[Mb-civic] The Company Man - David S. Broder - Washington Post Op-Ed
William Swiggard
swiggard at comcast.net
Sun Jan 15 06:24:40 PST 2006
The Company Man
By David S. Broder
Sunday, January 15, 2006; B07
President Bush is getting what he wants in the Supreme Court nomination
of Judge Samuel Alito. The designated successor to Justice Sandra Day
O'Connor emerged from the Senate Judiciary Committee hearings as the
perfect company man who is likely to deliver exactly the kind of
conservative rulings Bush prefers.
Last week's hearings reaffirmed Alito's 15-year record on the
Philadelphia-based U.S. Circuit Court of Appeals for the 3rd Circuit. He
will construe the Constitution and statutes narrowly, and sometimes
literally, and waste no sympathy on people who come to court hoping for
a more expansive or generous interpretation of their rights.
Thanks to a misdirected Democratic attack, Alito moved to the brink of
confirmation without having to repudiate or modify the views on abortion
or executive power that endeared him to Bush and the conservative
movement. He will almost certainly move the Supreme Court to the right.
The man we saw in the witness chair over three days was exactly as
advertised. He is a highly intelligent legal craftsman thoroughly
schooled in Supreme Court precedents. He should be able to hit the
ground running for the remaining months of the current court term.
What we did not see was the rich appreciation of American history and
tradition that illuminated Chief Justice John Roberts's commentary on
legal issues when he was before the Judiciary Committee a few months
ago. Where Roberts appeared to be enjoying his repartee with the
senators, Alito approached the hearings with a grim, thin-lipped
stoicism -- as an ordeal he was determined to endure.
Whatever slim chance the Democrats had of defeating his nomination --
and it was never really plausible -- disappeared on the second day of
questioning, when the liberals focused on Alito's membership in that
controversial Princeton University alumni organization and on his
failing to recuse himself in a case involving the Vanguard investment firm.
By shifting the focus from his judicial philosophy to his character, the
Democrats set up Alito to play to his strength.
However aggrieved Sen. Ted Kennedy (D-Mass.) felt about Alito's
forgetting his promise to recuse himself on any matters involving
Vanguard, where the judge had an investment account, the implicit
suggestion that Alito had a financial conflict of interest was exactly
what the judge called it -- "preposterous."
Similarly, it was a reach by Kennedy and others to tar Alito with the
obnoxious anti-black and anti-woman views expressed by some in the
Concerned Alumni of Princeton organization he had listed on a
20-year-old résumé.
No one who has read any of the endorsements of his character from dozens
of his associates is going to believe that Alito is a crook or a bigot.
When Sen.
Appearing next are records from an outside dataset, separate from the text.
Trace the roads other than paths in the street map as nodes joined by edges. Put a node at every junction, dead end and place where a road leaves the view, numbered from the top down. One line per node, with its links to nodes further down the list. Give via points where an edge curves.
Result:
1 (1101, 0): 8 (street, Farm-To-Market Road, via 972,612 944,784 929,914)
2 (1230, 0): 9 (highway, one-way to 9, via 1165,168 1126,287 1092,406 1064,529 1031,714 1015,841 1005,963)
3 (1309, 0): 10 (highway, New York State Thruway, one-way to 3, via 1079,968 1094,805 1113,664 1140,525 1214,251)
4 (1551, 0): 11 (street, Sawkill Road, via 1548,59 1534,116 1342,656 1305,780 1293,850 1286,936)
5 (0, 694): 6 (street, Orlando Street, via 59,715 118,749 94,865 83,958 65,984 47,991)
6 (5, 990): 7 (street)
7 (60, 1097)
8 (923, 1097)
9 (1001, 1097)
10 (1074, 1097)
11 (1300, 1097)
Lindsey Graham (R-S.C.) expressed his outrage at the
suggestion and the nominee's wife burst into tears, Alito became the
sympathetic character in this drama.
And therein lies the irony of this hearing. At no point that I heard did
Alito express sympathy for the men and women who came to his court
looking for help -- and were turned away. Sen. Dick Durbin (D-Ill.)
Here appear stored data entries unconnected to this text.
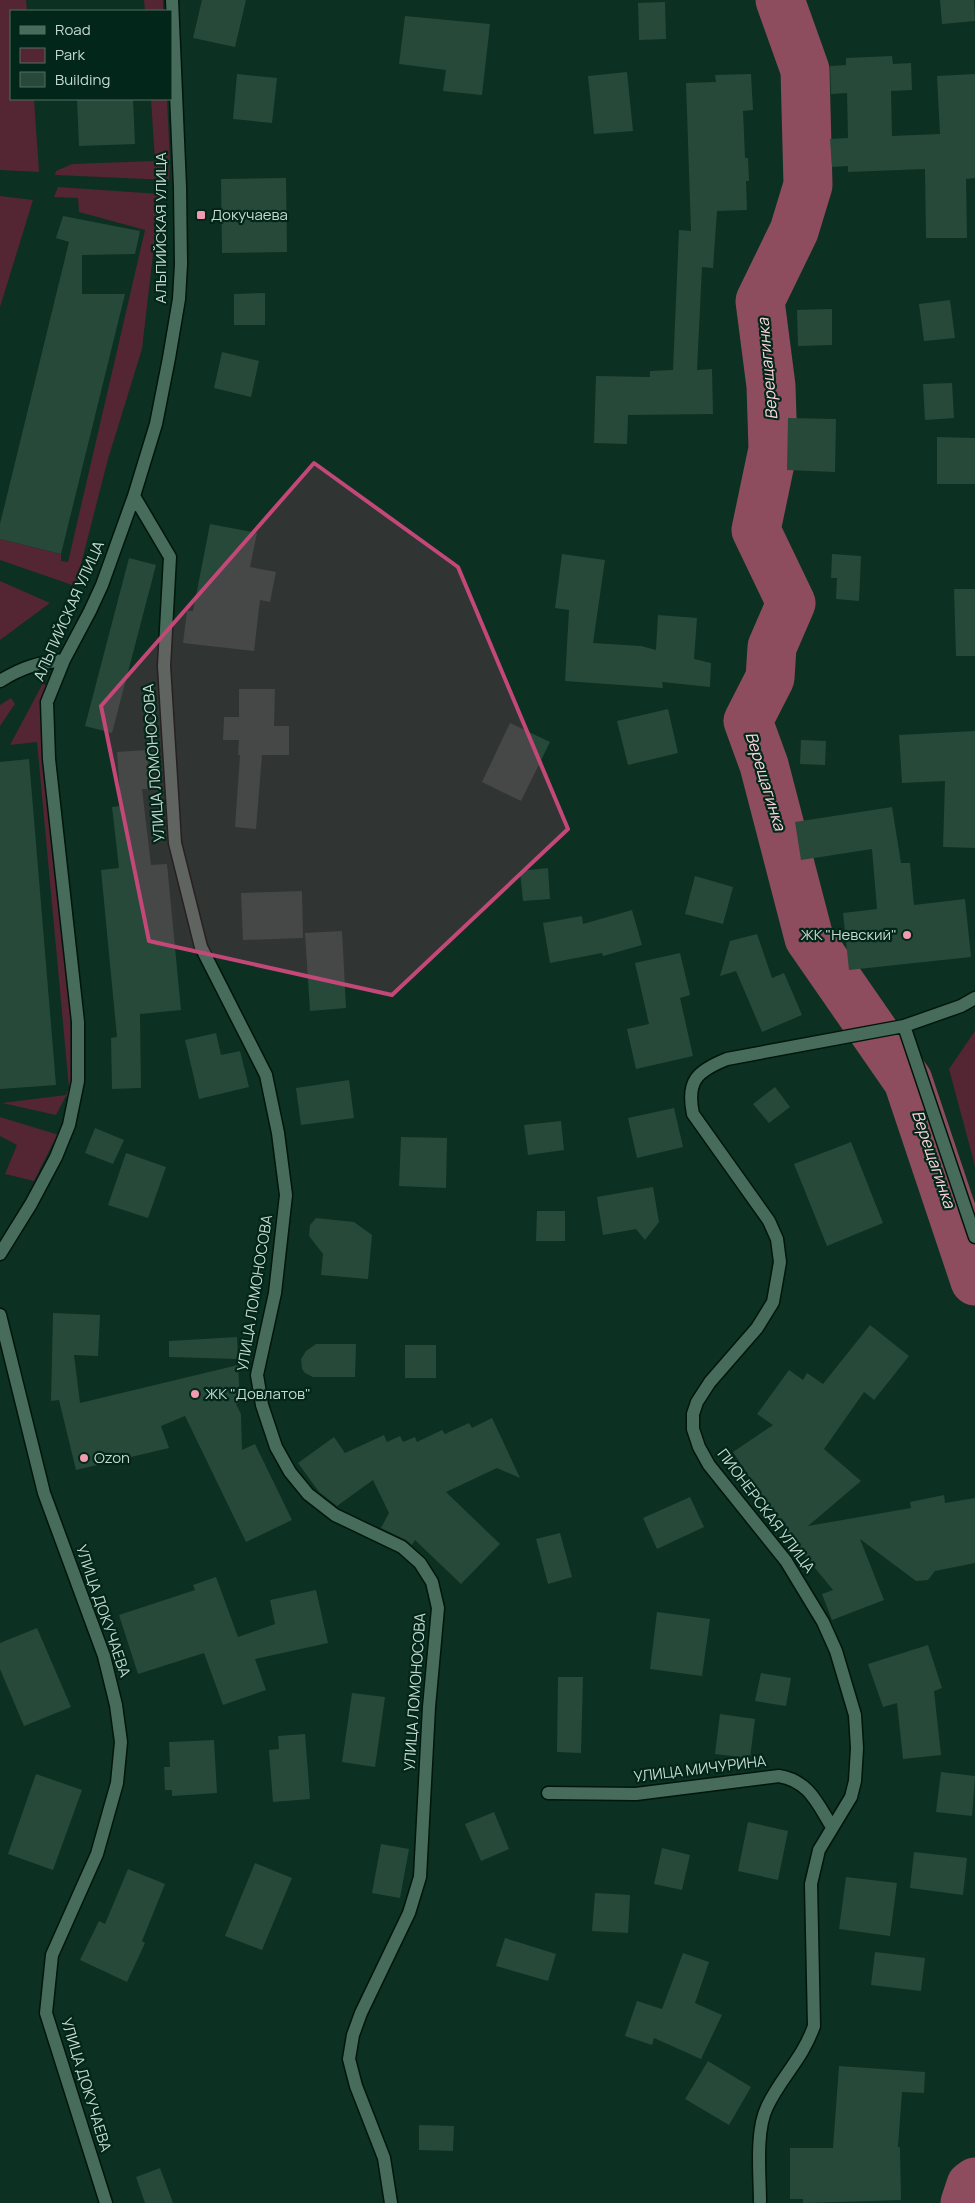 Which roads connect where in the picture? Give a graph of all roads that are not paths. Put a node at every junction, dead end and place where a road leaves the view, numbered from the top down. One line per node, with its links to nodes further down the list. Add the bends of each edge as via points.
1 (172, 0): 2 (street, АЛЬПИЙСКАЯ УЛИЦА, via 180,187 179,299 156,424)
2 (134, 496): 3 (street, АЛЬПИЙСКАЯ УЛИЦА, via 102,585); 13 (street, УЛИЦА ЛОМОНОСОВА, via 170,557 164,666 175,843 201,947 266,1075 278,1133 286,1195 275,1292 257,1375 262,1405 276,1447 308,1494 335,1515 402,1547 420,1563 432,1582 438,1608 420,1877 409,1913 361,2013 353,2035 350,2060 356,2086 384,2158)
3 (64, 660): 4 (street, via 37,663); 8 (street, АЛЬПИЙСКАЯ УЛИЦА, via 47,702 49,759 78,1022 78,1081 69,1125 56,1157)
4 (0, 681)
5 (975, 998): 6 (street, ПИОНЕРСКАЯ УЛИЦА)
6 (904, 1026): 7 (street); 11 (street, ПИОНЕРСКАЯ УЛИЦА, via 727,1059 705,1068 695,1079 690,1096 693,1114 769,1221 777,1239 780,1262 773,1302 757,1328 701,1396 693,1414 693,1429 709,1466 786,1561 836,1650 855,1715 857,1748 851,1797)
7 (975, 1237)
8 (0, 1254)
9 (0, 1315): 12 (street, УЛИЦА ДОКУЧАЕВА, via 44,1493 104,1656 121,1742 117,1783 97,1854 52,1955 46,2013)
10 (548, 1792): 11 (street, УЛИЦА МИЧУРИНА, via 636,1794 779,1776 799,1782 808,1790)
11 (832, 1826): 14 (street, ПИОНЕРСКАЯ УЛИЦА, via 819,1850 811,1884 814,2026 808,2044 774,2093 764,2116)
12 (106, 2203)
13 (391, 2203)
14 (760, 2203)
asked him about some of those people.
One was a black man convicted of murder by an all-white jury sitting in
a courtroom where local prosecutors had eliminated all African American
jurors in five consecutive murder trials in the space of a year. Alito,
dissenting from a verdict overturning the conviction, wrote that the
makeup of the jury was no more significant than the fact that "Although
only about 10 [percent] of the population is left-handed, left-handers
have won five of the last six presidential elections."
Durbin asked why he had used an analogy that his fellow judges had
called totally inappropriate and suggestive of a disregard of "the
history of discrimination against prospective black jurors and black
defendants."
Alito responded, "Well, the analogy . . . went to the issue of
statistics and the use and misuse of statistics, and the fact that
statistics can be quite misleading . . . that's what that was referring
to. There's a whole -- statistics is a branch of mathematics, and there
are ways to analyze statistics so that you draw sound conclusions from
them and avoid erroneous conclusions from them."
That perfectly bureaucratic response betrays not the slightest doubt
about the human consequences of his reasoning.
Durbin cited other examples, including the mentally retarded man who was
harassed and almost raped by other workers, and whom Alito denied a new
trial because of the inadequacies of his lawyer's brief. And the same
narrow construction led to other Alito dissents in cases of mine safety
and environmental protection.
To be sure, Alito was able to cite decisions in which he ruled for
individuals and against the government. But the pattern of his
jurisprudence -- and the workings of his mind -- show Bush is going to
get exactly what he wants from his latest Supreme Court pick: a company man.